The brake pad pins are held with a pin keeper held by a short bolt, 10mm socket to remove. Then drive out the 2 pins as you push down on the bottom of the pads to lessen the spring pressure on the pads to pins.
This is rebuilding an 1100 rear caliper which is very similar to the 1500 rear caliper. They use the same pad style and you will see the steps to remove the pads. http://goldwingdocs.com/forum/viewtopic.php?f=11&t=56
I would highly recommend that you rebuild the rear caliper while you are there
I am in the process of doing all mine; got the fronts apart and then found that not only did I need the seals, but also needed the pistons as well. Guess what I had to wait on parts for??? Highly recommend you have the seals and pistons on hand and change them regardless. When I ordered up the front pistons, I got the rears as well, don't want to be waiting again. Any age on the bike and they will be corroded and pitted, time for new, its your safety.

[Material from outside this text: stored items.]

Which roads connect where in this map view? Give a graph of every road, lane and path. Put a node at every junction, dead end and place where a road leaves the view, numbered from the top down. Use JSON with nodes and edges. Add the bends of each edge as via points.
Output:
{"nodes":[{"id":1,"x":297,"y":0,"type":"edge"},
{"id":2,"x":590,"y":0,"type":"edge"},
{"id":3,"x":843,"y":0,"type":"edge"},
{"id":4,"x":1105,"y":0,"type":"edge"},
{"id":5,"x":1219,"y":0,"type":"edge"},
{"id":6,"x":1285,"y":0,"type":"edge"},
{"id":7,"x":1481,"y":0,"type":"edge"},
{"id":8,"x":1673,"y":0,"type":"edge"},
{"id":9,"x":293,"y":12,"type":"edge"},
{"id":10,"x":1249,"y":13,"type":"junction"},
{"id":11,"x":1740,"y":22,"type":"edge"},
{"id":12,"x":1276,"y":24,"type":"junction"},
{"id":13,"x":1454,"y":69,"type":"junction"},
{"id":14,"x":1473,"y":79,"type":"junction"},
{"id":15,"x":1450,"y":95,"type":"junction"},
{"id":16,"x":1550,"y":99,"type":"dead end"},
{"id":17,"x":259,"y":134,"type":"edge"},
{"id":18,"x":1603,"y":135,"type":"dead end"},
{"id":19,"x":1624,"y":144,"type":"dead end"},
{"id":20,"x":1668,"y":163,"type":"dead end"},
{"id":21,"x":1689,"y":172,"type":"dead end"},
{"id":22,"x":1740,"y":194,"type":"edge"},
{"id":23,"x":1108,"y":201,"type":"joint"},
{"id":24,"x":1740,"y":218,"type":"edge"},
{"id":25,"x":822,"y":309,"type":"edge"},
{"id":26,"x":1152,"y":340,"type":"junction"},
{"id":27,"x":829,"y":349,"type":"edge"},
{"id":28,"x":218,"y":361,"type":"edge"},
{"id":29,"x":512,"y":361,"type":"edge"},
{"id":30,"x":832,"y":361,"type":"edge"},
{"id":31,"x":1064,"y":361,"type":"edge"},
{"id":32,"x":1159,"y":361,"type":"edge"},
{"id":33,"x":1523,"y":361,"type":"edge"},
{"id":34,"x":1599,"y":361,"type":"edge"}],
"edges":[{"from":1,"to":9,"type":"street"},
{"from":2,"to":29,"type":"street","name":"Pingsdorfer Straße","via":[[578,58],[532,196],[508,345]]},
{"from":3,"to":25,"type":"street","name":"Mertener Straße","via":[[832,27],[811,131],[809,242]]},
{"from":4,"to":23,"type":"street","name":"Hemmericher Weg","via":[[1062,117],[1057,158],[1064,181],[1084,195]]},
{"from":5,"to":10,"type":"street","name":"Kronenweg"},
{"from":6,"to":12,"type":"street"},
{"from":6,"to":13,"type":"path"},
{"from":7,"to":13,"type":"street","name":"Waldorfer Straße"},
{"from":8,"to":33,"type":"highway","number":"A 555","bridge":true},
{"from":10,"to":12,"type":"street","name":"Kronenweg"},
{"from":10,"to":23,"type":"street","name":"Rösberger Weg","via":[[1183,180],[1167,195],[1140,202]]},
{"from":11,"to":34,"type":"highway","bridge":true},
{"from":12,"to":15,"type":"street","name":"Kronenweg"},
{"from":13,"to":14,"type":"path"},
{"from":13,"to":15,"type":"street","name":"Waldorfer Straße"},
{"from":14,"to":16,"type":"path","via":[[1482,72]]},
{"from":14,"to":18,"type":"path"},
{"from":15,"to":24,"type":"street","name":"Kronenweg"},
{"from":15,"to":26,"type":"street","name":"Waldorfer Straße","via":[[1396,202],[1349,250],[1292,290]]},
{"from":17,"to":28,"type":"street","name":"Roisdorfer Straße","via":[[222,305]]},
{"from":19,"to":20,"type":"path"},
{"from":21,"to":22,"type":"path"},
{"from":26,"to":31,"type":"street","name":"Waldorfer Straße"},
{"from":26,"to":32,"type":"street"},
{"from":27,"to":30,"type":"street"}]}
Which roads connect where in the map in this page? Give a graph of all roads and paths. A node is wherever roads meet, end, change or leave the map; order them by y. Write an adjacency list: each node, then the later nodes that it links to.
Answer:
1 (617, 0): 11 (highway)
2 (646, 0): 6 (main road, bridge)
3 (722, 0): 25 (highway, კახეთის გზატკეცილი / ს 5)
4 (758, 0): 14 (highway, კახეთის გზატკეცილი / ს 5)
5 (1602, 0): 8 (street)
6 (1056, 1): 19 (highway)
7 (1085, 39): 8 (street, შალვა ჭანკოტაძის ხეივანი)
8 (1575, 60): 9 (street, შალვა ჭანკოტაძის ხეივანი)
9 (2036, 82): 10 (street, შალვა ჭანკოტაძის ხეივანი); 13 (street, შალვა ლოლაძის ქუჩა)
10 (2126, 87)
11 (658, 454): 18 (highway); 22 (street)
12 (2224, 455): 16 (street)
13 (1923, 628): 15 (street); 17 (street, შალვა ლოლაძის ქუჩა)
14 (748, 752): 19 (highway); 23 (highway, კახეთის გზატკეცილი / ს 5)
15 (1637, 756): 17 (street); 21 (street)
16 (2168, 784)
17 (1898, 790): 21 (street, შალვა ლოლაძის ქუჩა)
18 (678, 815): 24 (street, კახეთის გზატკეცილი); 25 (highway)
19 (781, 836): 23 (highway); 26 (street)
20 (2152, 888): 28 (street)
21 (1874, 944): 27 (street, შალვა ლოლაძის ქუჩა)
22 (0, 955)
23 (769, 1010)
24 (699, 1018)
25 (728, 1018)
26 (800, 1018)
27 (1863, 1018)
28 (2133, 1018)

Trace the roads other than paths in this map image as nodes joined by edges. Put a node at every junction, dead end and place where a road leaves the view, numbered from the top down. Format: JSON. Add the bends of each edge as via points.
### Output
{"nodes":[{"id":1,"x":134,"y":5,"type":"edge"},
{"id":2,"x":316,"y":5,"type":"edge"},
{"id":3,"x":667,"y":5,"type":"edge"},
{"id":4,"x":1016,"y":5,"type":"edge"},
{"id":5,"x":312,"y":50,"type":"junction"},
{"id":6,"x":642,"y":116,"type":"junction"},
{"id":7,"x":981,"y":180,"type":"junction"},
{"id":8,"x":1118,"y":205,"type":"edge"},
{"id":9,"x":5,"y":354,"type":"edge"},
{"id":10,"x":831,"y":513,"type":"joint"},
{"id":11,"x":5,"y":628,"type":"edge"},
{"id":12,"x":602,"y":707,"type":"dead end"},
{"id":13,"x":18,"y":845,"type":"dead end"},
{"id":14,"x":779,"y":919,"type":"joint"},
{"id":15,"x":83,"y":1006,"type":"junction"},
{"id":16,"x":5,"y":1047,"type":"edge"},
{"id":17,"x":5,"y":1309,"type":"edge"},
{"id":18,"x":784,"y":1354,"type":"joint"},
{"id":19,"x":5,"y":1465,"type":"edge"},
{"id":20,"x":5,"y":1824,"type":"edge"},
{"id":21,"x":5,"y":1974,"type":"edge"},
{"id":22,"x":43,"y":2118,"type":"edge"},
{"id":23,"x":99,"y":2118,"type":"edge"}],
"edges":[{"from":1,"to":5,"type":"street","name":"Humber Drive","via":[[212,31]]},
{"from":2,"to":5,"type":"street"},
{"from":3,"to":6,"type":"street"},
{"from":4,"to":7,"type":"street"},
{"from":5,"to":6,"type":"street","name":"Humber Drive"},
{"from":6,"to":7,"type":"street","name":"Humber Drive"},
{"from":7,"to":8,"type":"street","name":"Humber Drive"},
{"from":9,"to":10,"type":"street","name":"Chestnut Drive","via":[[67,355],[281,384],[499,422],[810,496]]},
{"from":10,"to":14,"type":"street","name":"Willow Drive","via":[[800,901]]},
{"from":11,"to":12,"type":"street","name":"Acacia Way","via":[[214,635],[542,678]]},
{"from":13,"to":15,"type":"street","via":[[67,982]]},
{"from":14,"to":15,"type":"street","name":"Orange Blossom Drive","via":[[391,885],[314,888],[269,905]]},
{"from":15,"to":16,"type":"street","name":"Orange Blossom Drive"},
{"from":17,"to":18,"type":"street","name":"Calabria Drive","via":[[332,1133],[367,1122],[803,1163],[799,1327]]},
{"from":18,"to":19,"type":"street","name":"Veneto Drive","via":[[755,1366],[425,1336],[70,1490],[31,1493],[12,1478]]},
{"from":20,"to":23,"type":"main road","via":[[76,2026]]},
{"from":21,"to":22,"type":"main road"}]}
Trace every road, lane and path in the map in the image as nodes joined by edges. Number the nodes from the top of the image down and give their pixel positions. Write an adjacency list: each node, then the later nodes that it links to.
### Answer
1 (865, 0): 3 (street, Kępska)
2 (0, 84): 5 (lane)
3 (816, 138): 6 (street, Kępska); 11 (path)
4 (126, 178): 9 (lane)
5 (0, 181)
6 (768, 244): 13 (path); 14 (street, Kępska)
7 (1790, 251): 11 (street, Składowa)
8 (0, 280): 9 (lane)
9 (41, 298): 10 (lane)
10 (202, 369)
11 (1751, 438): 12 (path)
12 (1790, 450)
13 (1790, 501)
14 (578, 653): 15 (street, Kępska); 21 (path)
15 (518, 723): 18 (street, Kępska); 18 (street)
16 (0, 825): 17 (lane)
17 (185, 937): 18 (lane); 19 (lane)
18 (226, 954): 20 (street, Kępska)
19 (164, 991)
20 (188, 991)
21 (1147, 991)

I've rebuilt the calipers on several 1100s and my 1500. I never ran into unuseable pistons. Light pitting isn't real problem in the caliper bore since the pistons and cylinder don't actually touch each other as they ride in the seal and dust seal. Piston pitting would have to be pretty advanced to cause leaking.
One very important part of working the calipers is to make sure they aren't frozen in their mounts. Since there are only pistons on one side the caliper itself has to be able to move outward to bring the inside pad to bear on the disk. There is a sleeve between the caliper body and the smaller mounting bolt which MUST be free to move in and out of the caliper. Whenever the caliper is off the wheel that sleeve should be checked and cleaned and relubed to prevent the caliper from freezing in place.
One way to see if the caliper is frozen is to look at the pad thickness of the two pads. If one is much thinner than the other, you have a frozen or partially frozen caliper. Normally functioning calipers wear both pads pretty evenly. You can check for a stuck caliper by looking at the ends of the pads, no disassembly needed though a flash light and mirror makes it easier.